第137章 大切な時間
「凛、分かり易いから。
“あ、今妬いてる!”って瞬間、結構あったな。」
「……恥ずかしい。
いや、でも別に嫌とかじゃないんだよ!
羨ましいって思っただけで!」
「分かってるって。
私も凛とモブリットが楽しそうにしてると、羨ましいと思ってたもん!」
ハンジが私の身体を離すと同時に、バンバンと肩を叩かれる。
「そうなの?」
「うん。ただ、これは嫉妬なんかの類じゃないだろうけどね。
モブリットが羨ましかった。
……いや、モブリットだけじゃないな。
エルヴィンやリヴァイも。
恋愛をしてる彼らが、あまりにも幸せそうだから。
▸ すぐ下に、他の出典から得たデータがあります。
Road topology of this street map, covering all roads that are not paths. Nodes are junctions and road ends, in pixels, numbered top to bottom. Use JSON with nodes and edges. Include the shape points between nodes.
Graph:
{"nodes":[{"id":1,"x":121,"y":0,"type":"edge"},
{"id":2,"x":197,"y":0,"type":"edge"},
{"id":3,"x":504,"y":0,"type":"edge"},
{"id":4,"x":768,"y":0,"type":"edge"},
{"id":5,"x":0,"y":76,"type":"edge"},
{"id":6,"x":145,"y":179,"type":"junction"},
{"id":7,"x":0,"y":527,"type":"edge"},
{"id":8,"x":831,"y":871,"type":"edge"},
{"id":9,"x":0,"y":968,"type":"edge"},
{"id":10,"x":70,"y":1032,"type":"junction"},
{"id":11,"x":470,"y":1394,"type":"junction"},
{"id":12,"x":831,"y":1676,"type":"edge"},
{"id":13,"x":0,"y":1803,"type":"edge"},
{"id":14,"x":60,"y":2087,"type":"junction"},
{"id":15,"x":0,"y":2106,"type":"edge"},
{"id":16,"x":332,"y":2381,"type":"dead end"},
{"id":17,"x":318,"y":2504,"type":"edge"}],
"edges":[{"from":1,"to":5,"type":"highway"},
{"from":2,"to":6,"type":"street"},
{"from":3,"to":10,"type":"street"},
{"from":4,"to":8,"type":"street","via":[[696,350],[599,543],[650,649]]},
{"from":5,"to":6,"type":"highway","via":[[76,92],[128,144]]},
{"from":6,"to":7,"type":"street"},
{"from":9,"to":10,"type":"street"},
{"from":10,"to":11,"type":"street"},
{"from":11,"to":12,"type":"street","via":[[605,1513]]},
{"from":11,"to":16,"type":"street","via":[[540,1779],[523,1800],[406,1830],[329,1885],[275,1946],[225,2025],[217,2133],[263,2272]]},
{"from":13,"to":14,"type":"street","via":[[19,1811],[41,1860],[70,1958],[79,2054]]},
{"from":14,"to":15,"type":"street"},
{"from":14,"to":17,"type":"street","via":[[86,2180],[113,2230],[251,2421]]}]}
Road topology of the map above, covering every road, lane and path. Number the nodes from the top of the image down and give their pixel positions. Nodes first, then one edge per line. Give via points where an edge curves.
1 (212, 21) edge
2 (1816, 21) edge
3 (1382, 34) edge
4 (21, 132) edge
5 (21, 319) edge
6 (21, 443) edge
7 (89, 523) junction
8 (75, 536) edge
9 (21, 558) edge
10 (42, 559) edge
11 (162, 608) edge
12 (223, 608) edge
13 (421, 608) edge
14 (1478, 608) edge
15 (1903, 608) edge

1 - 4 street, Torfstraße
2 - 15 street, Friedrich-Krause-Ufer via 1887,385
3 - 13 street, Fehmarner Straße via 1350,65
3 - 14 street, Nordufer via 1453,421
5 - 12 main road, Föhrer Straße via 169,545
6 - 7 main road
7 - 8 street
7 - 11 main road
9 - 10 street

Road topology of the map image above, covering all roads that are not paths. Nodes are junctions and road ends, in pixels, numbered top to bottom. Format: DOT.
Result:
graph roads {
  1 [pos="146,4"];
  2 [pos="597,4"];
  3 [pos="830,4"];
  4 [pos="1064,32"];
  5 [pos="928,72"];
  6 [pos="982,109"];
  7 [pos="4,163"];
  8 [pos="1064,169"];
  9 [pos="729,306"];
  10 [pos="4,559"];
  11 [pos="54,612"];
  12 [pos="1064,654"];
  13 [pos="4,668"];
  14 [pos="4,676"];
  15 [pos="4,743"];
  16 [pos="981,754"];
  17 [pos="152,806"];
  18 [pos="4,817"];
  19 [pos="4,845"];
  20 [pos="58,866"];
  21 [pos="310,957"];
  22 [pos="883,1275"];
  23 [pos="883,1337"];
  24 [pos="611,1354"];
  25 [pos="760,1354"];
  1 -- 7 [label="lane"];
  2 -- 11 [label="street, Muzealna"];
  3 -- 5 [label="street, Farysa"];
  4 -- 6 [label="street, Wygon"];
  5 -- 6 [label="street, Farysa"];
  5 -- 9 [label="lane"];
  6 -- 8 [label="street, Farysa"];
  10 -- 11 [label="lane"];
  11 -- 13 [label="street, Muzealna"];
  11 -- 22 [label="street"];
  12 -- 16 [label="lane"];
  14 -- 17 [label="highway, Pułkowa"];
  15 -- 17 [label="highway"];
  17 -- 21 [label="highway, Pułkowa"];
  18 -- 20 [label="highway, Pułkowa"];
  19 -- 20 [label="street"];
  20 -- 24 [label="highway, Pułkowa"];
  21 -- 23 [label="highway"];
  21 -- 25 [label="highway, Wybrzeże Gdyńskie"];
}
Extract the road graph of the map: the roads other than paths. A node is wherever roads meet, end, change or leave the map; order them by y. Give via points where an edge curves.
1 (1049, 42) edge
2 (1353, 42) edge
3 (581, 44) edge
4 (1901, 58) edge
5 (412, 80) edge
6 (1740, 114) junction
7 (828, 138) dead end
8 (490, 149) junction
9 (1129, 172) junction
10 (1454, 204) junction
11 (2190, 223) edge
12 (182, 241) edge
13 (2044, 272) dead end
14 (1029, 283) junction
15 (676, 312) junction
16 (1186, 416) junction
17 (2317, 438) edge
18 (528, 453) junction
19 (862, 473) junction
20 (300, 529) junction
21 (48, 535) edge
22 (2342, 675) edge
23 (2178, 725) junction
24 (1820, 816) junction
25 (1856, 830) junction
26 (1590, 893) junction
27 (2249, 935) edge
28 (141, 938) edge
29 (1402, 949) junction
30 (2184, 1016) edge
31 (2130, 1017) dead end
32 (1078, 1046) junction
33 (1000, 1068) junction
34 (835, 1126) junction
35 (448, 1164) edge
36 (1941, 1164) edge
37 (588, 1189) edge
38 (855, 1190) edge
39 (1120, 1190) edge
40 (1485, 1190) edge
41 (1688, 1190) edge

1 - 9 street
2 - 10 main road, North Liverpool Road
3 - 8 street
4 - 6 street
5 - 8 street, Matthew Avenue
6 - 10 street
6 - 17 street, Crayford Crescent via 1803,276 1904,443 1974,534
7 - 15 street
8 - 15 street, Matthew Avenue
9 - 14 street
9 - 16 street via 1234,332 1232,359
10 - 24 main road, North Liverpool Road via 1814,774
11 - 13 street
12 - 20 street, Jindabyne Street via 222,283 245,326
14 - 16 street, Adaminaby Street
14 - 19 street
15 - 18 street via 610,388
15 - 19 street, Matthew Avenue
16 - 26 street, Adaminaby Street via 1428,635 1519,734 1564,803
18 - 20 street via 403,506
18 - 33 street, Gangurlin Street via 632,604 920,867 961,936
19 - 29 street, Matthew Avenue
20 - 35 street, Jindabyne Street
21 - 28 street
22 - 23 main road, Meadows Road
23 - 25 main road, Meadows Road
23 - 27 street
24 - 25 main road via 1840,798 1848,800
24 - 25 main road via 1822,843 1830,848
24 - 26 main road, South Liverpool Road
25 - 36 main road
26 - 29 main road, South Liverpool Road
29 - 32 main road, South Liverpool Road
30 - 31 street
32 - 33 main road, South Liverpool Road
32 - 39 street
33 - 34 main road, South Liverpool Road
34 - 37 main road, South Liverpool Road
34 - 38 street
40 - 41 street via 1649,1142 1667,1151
」
ハンジにしては意外な発言だと思ったが、この穏やかな表情を見て、今の発言が冗談だとも思えない。
「ハンジも、恋愛してみたくなったってこと?」
「出来るものならね。
でも、そんな簡単なものじゃないんでしょ?
リヴァイなんて、初恋に落ちるまで何十年かかってんの?」
「え、さすがに私が初恋ではないでしょ。
多分それっぽい感情なら、今までにも」
「いやいや!
あのリヴァイが今まで恋に落ちたことなんてあると本気で思う?」
身を乗り出すようにして発言を遮られ、つい小さく唸ってしまう。